Monday, April 5, at 8 p.m., Coast Guard Sector Baltimore watchstanders received a call from NRP reporting that a 21-foot vessel was possibly taking on water near Maryland’s Bay Bridge. Coast Guard Station Curtis Bay, Md., Station Annapolis, along with NRP and an Anne Arundel County fire rescue boat, launched to assist.

There were no reports of injuries among the three cases.

According to NRP statistics, 16 of the 17 victims involved in boating fatalities last year were not wearing life jackets. Half of these deaths can be attributed to boating under the influence of drugs or alcohol.

Just as deadly as drinking and driving, it is also illegal to operate a boat while under the influence of alcohol or drugs in every state. There are stringent penalties for violating BUI/BWI laws, which can include large fines, suspension or revocation of boat operator privileges and jail terms.

Being educated about safe boating could save a life. Most boating fatalities occur on boats where the operator had not completed a boating safety education course. Courses given by the Coast Guard Auxiliary and the U.S. Power Squadrons cover many aspects of boating safety, from boat handling to reading the weather.

According to Coast Guard statistics in 2008, 90 percent of those involved in fatal boating accidents were not wearing a life jacket. In an emergency, there is no time to put on a life jacket. Therefore, wearing one at all times is very important. Forget the image of life jackets being orange, bulky and uncomfortable, today’s technologically advanced life jackets are inconspicuous; some even double as fishing vests or jackets.

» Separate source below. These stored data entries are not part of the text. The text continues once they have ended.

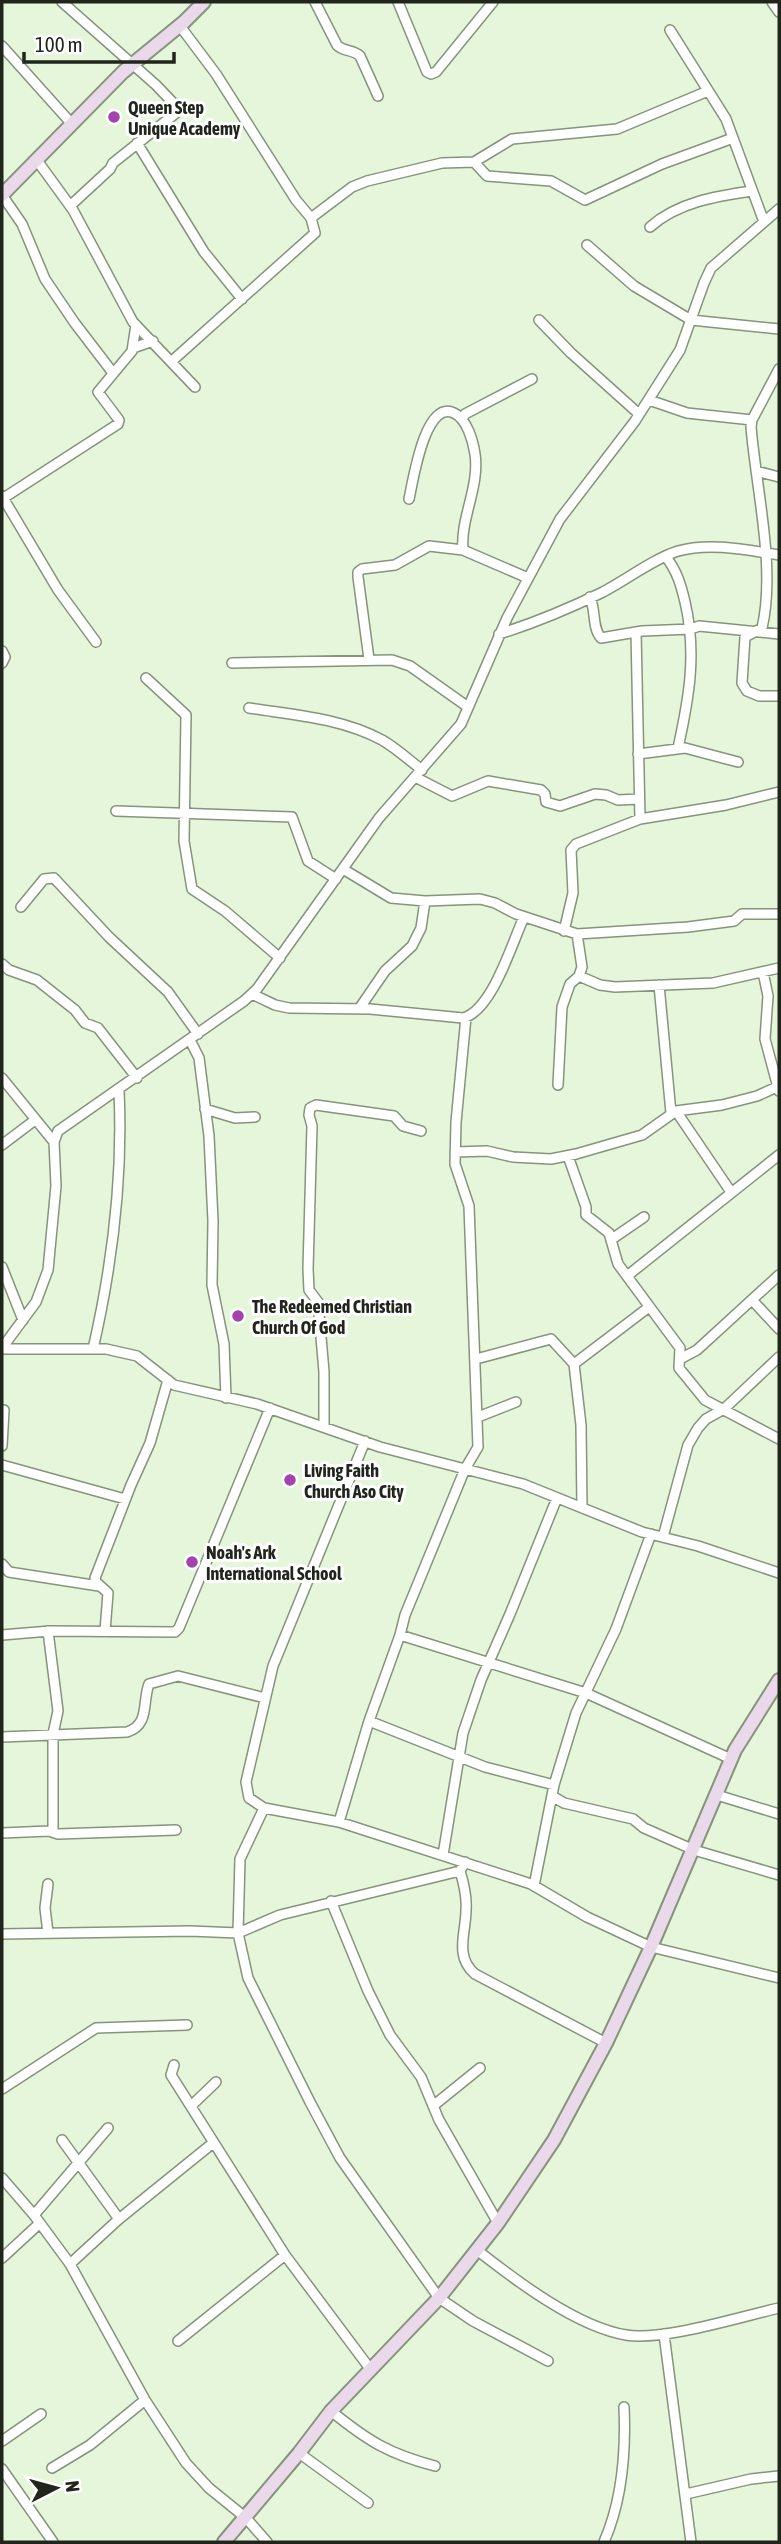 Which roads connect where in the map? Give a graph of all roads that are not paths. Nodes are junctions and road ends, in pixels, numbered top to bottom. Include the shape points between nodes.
1 (62, 2) edge
2 (204, 2) edge
3 (315, 2) edge
4 (398, 2) edge
5 (493, 2) edge
6 (772, 2) edge
7 (779, 12) edge
8 (180, 26) junction
9 (670, 30) dead end
10 (2, 46) edge
11 (132, 65) junction
12 (708, 91) junction
13 (378, 96) dead end
14 (71, 124) junction
15 (733, 138) junction
16 (137, 144) junction
17 (36, 159) junction
18 (474, 162) junction
19 (752, 191) junction
20 (2, 195) edge
21 (70, 206) junction
22 (779, 209) edge
23 (311, 218) junction
24 (764, 222) junction
25 (650, 227) dead end
26 (587, 245) dead end
27 (242, 299) junction
28 (539, 320) dead end
29 (691, 320) junction
30 (136, 324) junction
31 (779, 329) edge
32 (153, 341) junction
33 (133, 348) junction
34 (172, 361) junction
35 (779, 369) edge
36 (113, 373) junction
37 (532, 379) dead end
38 (195, 387) dead end
39 (649, 400) junction
40 (639, 414) junction
41 (462, 419) junction
42 (751, 420) junction
43 (756, 471) junction
44 (779, 477) edge
45 (2, 498) edge
46 (409, 499) dead end
47 (463, 550) junction
48 (765, 552) junction
49 (779, 555) edge
50 (666, 557) junction
51 (528, 578) junction
52 (590, 597) junction
53 (691, 629) junction
54 (758, 631) junction
55 (636, 632) junction
56 (499, 634) junction
57 (779, 634) edge
58 (96, 642) dead end
59 (2, 651) edge
60 (369, 659) junction
61 (2, 663) edge
62 (232, 663) dead end
63 (146, 678) dead end
64 (779, 696) edge
65 (468, 707) junction
66 (249, 708) dead end
67 (678, 748) junction
68 (638, 754) junction
69 (738, 762) dead end
70 (419, 773) junction
71 (779, 792) edge
72 (639, 799) junction
73 (116, 811) dead end
74 (185, 813) junction
75 (640, 819) junction
76 (343, 869) junction
77 (335, 880) junction
78 (425, 901) junction
79 (21, 907) dead end
80 (779, 914) edge
81 (524, 917) junction
82 (564, 931) junction
83 (577, 934) junction
84 (280, 958) junction
85 (2, 964) edge
86 (779, 968) edge
87 (763, 972) junction
88 (579, 976) junction
89 (659, 985) junction
90 (252, 994) junction
91 (359, 1009) junction
92 (466, 1017) junction
93 (194, 1037) junction
94 (2, 1078) edge
95 (137, 1078) junction
96 (558, 1084) dead end
97 (779, 1088) edge
98 (119, 1091) junction
99 (205, 1109) junction
100 (674, 1112) junction
101 (255, 1117) dead end
102 (35, 1120) junction
103 (421, 1131) dead end
104 (54, 1142) junction
105 (2, 1145) edge
106 (455, 1152) junction
107 (779, 1155) edge
108 (568, 1156) junction
109 (731, 1192) junction
110 (644, 1217) dead end
111 (612, 1239) junction
112 (2, 1267) edge
113 (779, 1275) edge
114 (627, 1276) junction
115 (752, 1301) junction
116 (649, 1307) junction
117 (23, 1320) junction
118 (779, 1329) edge
119 (2, 1348) edge
120 (93, 1349) junction
121 (779, 1357) edge
122 (476, 1359) junction
123 (680, 1359) junction
124 (574, 1364) junction
125 (168, 1380) junction
126 (226, 1398) junction
127 (705, 1400) junction
128 (516, 1402) dead end
129 (270, 1408) junction
130 (724, 1409) junction
131 (5, 1410) dead end
132 (478, 1417) junction
133 (706, 1419) junction
134 (324, 1426) junction
135 (779, 1439) edge
136 (365, 1441) junction
137 (2, 1446) edge
138 (2, 1465) edge
139 (465, 1469) junction
140 (556, 1498) junction
141 (125, 1499) junction
142 (582, 1508) junction
143 (651, 1534) junction
144 (663, 1537) junction
145 (2, 1564) edge
146 (779, 1573) edge
147 (101, 1586) junction
148 (48, 1632) junction
149 (106, 1632) junction
150 (2, 1635) edge
151 (400, 1635) junction
152 (489, 1664) junction
153 (779, 1680) edge
154 (586, 1693) junction
155 (265, 1698) junction
156 (369, 1721) junction
157 (53, 1734) junction
158 (2, 1737) edge
159 (458, 1758) junction
160 (731, 1759) junction
161 (554, 1785) junction
162 (552, 1796) junction
163 (717, 1796) junction
164 (264, 1808) junction
165 (779, 1814) edge
166 (339, 1822) junction
167 (176, 1830) dead end
168 (52, 1832) junction
169 (2, 1833) edge
170 (694, 1850) junction
171 (443, 1855) junction
172 (463, 1867) junction
173 (779, 1875) edge
174 (48, 1884) dead end
175 (534, 1886) junction
176 (331, 1901) junction
177 (48, 1933) junction
178 (238, 1933) junction
179 (2, 1934) edge
180 (651, 1947) junction
181 (779, 1978) edge
182 (187, 2025) dead end
183 (606, 2043) junction
184 (174, 2065) dead end
185 (480, 2068) dead end
186 (216, 2082) dead end
187 (2, 2089) edge
188 (191, 2106) junction
189 (433, 2106) junction
190 (108, 2128) dead end
191 (62, 2140) dead end
192 (213, 2143) junction
193 (79, 2161) junction
194 (2, 2178) edge
195 (120, 2218) junction
196 (37, 2219) junction
197 (498, 2223) junction
198 (477, 2250) junction
199 (285, 2255) junction
200 (2, 2258) edge
201 (70, 2264) junction
202 (439, 2298) junction
203 (779, 2308) edge
204 (664, 2334) junction
205 (178, 2341) dead end
206 (548, 2361) dead end
207 (371, 2370) junction
208 (145, 2400) junction
209 (624, 2407) dead end
210 (331, 2411) junction
211 (41, 2414) dead end
212 (2, 2441) edge
213 (299, 2454) junction
214 (435, 2466) dead end
215 (52, 2468) dead end
216 (2, 2469) edge
217 (779, 2476) edge
218 (686, 2494) junction
219 (368, 2503) dead end
220 (246, 2518) junction
221 (53, 2542) edge
222 (224, 2542) edge
223 (267, 2542) edge
224 (604, 2542) edge
225 (691, 2542) edge

1 - 11 street
2 - 8 street
3 - 13 street via 337,46 359,56
4 - 5 street via 431,74
6 - 7 street
8 - 11 street
8 - 23 street
9 - 12 street
10 - 14 street
11 - 14 street
11 - 16 street via 177,108
12 - 15 street
12 - 18 street via 617,129 512,139
14 - 17 street
15 - 18 street via 584,200 551,181 488,176
15 - 19 street
16 - 21 street
16 - 27 street via 204,252
17 - 20 street
17 - 21 street
18 - 23 street via 442,163 367,181
19 - 24 street
19 - 25 street via 702,200 663,215
20 - 36 street via 22,224 46,279
21 - 30 street
22 - 24 street
23 - 27 street via 312,237
24 - 29 street via 711,268
26 - 29 street via 634,286
27 - 34 street
28 - 40 street
29 - 31 street
29 - 39 street via 680,350
30 - 32 street
30 - 33 street
32 - 33 street
32 - 34 street
33 - 36 street
34 - 38 street
35 - 42 street
36 - 45 street via 98,393 119,419 118,424
37 - 41 street
39 - 40 street
39 - 42 street via 687,413
40 - 51 street via 560,519
41 - 46 street via 447,411 434,417
41 - 47 street via 475,457
42 - 43 street
43 - 44 street
43 - 48 street
45 - 58 street
47 - 51 street
47 - 60 street via 429,546 395,565 358,572
48 - 49 street
48 - 50 street via 698,547
48 - 54 street via 766,607
50 - 52 street
50 - 53 street via 679,579
51 - 56 street
52 - 55 street via 599,637
52 - 56 street
53 - 54 street
53 - 55 street
53 - 67 street via 690,692
54 - 57 street
54 - 64 street via 745,637 744,687 758,696
55 - 68 street
56 - 65 street
59 - 61 street
60 - 62 street
60 - 65 street via 410,666
63 - 74 street via 186,715
65 - 70 street via 461,724
66 - 70 street via 352,727 384,741
67 - 68 street
67 - 69 street
68 - 72 street
70 - 72 street via 452,796 488,781 543,791 545,802 556,806 595,794
70 - 76 street
71 - 75 street
72 - 75 street
73 - 74 street
74 - 77 street via 292,817 308,861
74 - 84 street via 184,844 194,892 220,906
75 - 82 street via 571,850 573,893
76 - 77 street
76 - 78 street via 391,898
77 - 84 street
78 - 81 street via 480,899
78 - 91 street via 421,928 412,946 385,971
79 - 93 street via 44,878 54,877 168,992
80 - 83 street via 742,914 734,921 688,927
81 - 82 street
81 - 92 street via 492,988 479,1009
82 - 83 street
83 - 88 street via 582,958
84 - 90 street
85 - 95 street via 37,980 85,1023 97,1028
86 - 87 street
87 - 89 street via 713,983
87 - 97 street via 768,996 765,1039
88 - 89 street via 615,987
88 - 96 street via 570,984 562,1007
89 - 100 street
90 - 91 street via 289,1009
90 - 93 street
91 - 92 street
92 - 106 street
93 - 95 street
93 - 99 street
94 - 102 street
95 - 98 street
97 - 100 street via 734,1102
98 - 104 street via 58,1131
98 - 120 street via 114,1216
99 - 101 street via 235,1118
99 - 126 street via 214,1221 212,1285 223,1344
100 - 108 street via 642,1135
100 - 109 street
102 - 104 street
102 - 105 street
103 - 134 street via 403,1126 394,1116 316,1105 310,1108 308,1269 309,1290 318,1302
104 - 117 street via 56,1186 48,1270 36,1303
106 - 108 street via 551,1159
106 - 122 street via 468,1206
107 - 109 street
108 - 111 street via 586,1215
109 - 114 street
110 - 111 street
111 - 114 street via 616,1259
112 - 117 street
113 - 115 street
114 - 116 street
115 - 118 street
115 - 123 street via 697,1350
116 - 123 street via 680,1348
116 - 124 street
117 - 119 street
119 - 120 street
120 - 125 street via 137,1356
121 - 130 street
122 - 124 street via 551,1339
122 - 132 street
123 - 127 street via 679,1368
124 - 142 street via 581,1425
125 - 126 street via 191,1391
125 - 141 street via 150,1443
126 - 129 street
127 - 130 street
127 - 133 street
128 - 132 street
129 - 134 street
129 - 149 street via 179,1628 174,1632
130 - 133 street
130 - 135 street
131 - 137 street
132 - 139 street via 478,1447
133 - 144 street via 688,1445
134 - 136 street
136 - 139 street
136 - 155 street via 278,1653
138 - 141 street
139 - 140 street
139 - 151 street
140 - 142 street
140 - 152 street
141 - 147 street via 96,1574
142 - 143 street
143 - 144 street
143 - 154 street via 616,1629
144 - 146 street
145 - 147 street via 9,1572
147 - 149 street via 108,1593
148 - 149 street
148 - 150 street
148 - 157 street via 58,1701
151 - 152 street
151 - 156 street
152 - 154 street
152 - 159 street
153 - 160 street
154 - 160 street
154 - 161 street
155 - 157 street via 174,1676 149,1684 144,1717 136,1730
155 - 164 street via 247,1782 249,1798
156 - 159 street
156 - 166 street
157 - 158 street
157 - 168 street
159 - 161 street
159 - 171 street
160 - 163 street
161 - 162 street
162 - 170 street via 633,1819
162 - 175 street
163 - 165 street
163 - 170 street
164 - 166 street
164 - 178 street via 240,1859
166 - 171 street
167 - 168 street
168 - 169 street
170 - 173 street
170 - 180 street
171 - 172 street
172 - 175 street
172 - 176 street
172 - 183 street via 466,1911 462,1946 468,1969
174 - 177 street
175 - 180 street
176 - 178 street
176 - 189 street via 368,1991 390,2035 421,2077
177 - 178 street
177 - 179 street
178 - 202 street via 248,1978 340,2158
180 - 181 street
180 - 183 street
182 - 187 street via 96,2028
183 - 197 street via 554,2140
184 - 188 street via 171,2075
185 - 189 street
186 - 188 street
188 - 192 street
189 - 197 street
190 - 193 street
191 - 193 street
192 - 195 street
192 - 199 street
193 - 195 street
193 - 196 street
194 - 196 street
195 - 201 street
196 - 200 street
196 - 201 street
197 - 198 street
198 - 202 street
198 - 204 street via 524,2288 591,2324 626,2335
199 - 205 street
199 - 207 street
201 - 208 street
202 - 206 street
202 - 207 street
203 - 204 street
204 - 218 street
207 - 210 street
208 - 215 street via 90,2445
208 - 220 street via 187,2463
209 - 224 street via 619,2496
210 - 213 street
210 - 214 street via 365,2438 402,2457
211 - 212 street
213 - 219 street
213 - 220 street
216 - 221 street
217 - 218 street
218 - 225 street
220 - 222 street
220 - 223 street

In an effort to reduce the number of incidents on the water and to increase the safety of people on the water, the Coast Guard recommends the following:

  • Make sure a friend or relative knows your float plan. A float plan states where you are going, how many people are aboard your vessel, gives a complete vessel description, details your destination and when you plan to return. Float plans aid rescuers in identifying a search area in the event of an emergency while on the water.
  • Be sure to check the local weather prior to departing the dock. Weather can change very rapidly and boaters should keep a watchful eye on the forecasted conditions.
  • The Coast Guard urges mariners to outfit their boat with a functioning marine-band radio, as cell phones are typically an unreliable source of communication due to gaps in coverage and limited battery life. Using channel 16 on a marine-band radio is the most reliable way to communicate a distress to search and rescue personnel in the event of an emergency while on the water.
  • In the event you contact the Coast Guard to request assistance and circumstances change that no longer requires emergency personnel to respond, the Coast Guard requests that you follow up to indicate the change in your status so as to eliminate a needless search effort.